The Demigs look way, way up in 20-song release
By Lucinda Breeding Features Editor cbreeding@dentonrc.com
Published: 26 February 2015 12:45 PM
It’s been four years since the Demigs have had new music to push.
And now? Boy, does the band have some new music.
The indie rock four-piece unveils its long-awaited double album Saturday night at Dan’s Silverleaf.
Welcome to Hard Times is a chunky record, full of bare-knuckle sentiment from Chris Demiglio, the lyricist-in-chief, and a fresher, tighter sound than the band has ever produced. Hard Times sports 20 songs, each more mature and atmospheric than the last. And taken as a body of work, it’s a record of wry, honest feeling set to a soundtrack that bruises as easily as it draws blood.
Youthful hope marked Yardling, the Demigs’ 2007 debut, while 2011’s Cities Can Wait felt more aggressive, with in-your-face brawn. Welcome to Hard Times is a more epic offering from wiser (and maybe more psychologically wizened) musicians. But the music sounds far from weary.
“Melamine” is full of bright energy and Demiglio’s deceptive tenor — the guy can go all Rufus Wainwright on you, singing about deep wounds but making it sound oh so happy. “Everything Is a Weapon” boils with inconvenient rage. Over on the second disc, “Dead by Monday” is still very much alive. And the final track on the project, “Monochrome Blues,” feels neither monochrome or blue.

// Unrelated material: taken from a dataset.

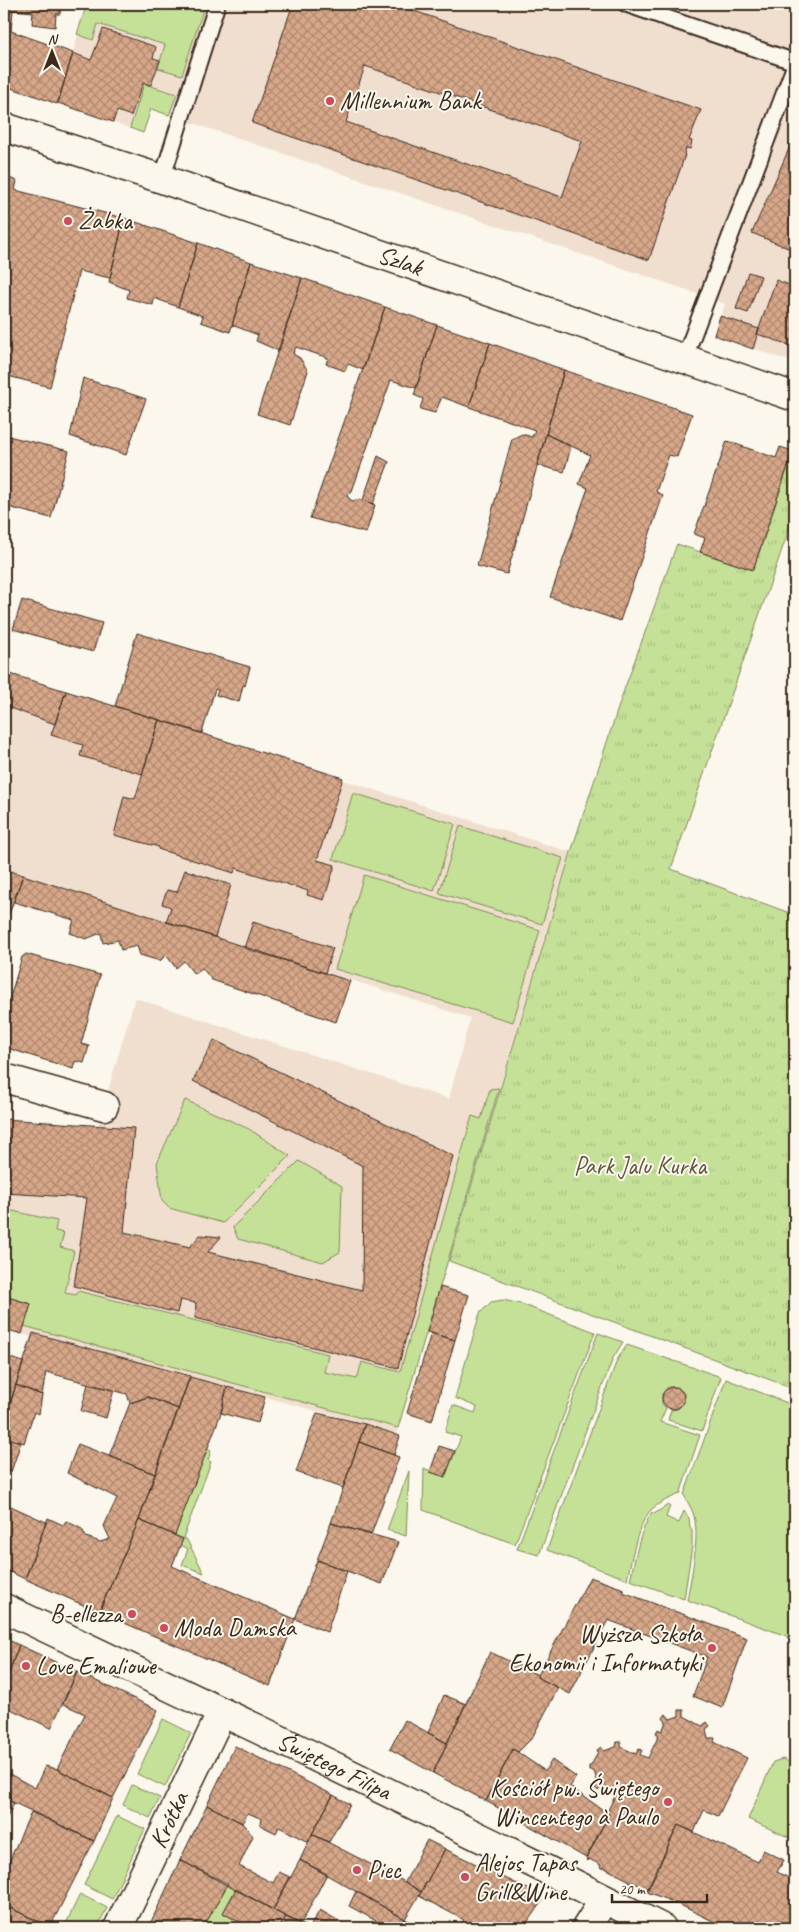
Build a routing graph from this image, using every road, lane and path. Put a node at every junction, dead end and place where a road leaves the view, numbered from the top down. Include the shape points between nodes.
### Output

Rumor had it that Alex Hastings, guitarist, songwriter and recording engineer, kept a tight lid on this newest crop of music from a long-underrated local band. And Hastings admitted that he needed everything to sound right before doing anything like dropping singles or sharing files.
“I wanted to make sure everything sounded exactly the way we wanted it to sound,” Hastings said. “We spent probably most of our time working on the recording.”
Hastings and Demiglio said they were confident in the musicians who appear on the double album — including Hares on the Moutain member Petra Kelly on violin, and Will Kremer on cello. Centro-matic alumnus Scott Danbom sat in behind the keys of a Hammond M-2. Jeffrey Barnes plays clarinet, and applies the instrument without the impish giggle he affected when he was still among the members of Brave Combo.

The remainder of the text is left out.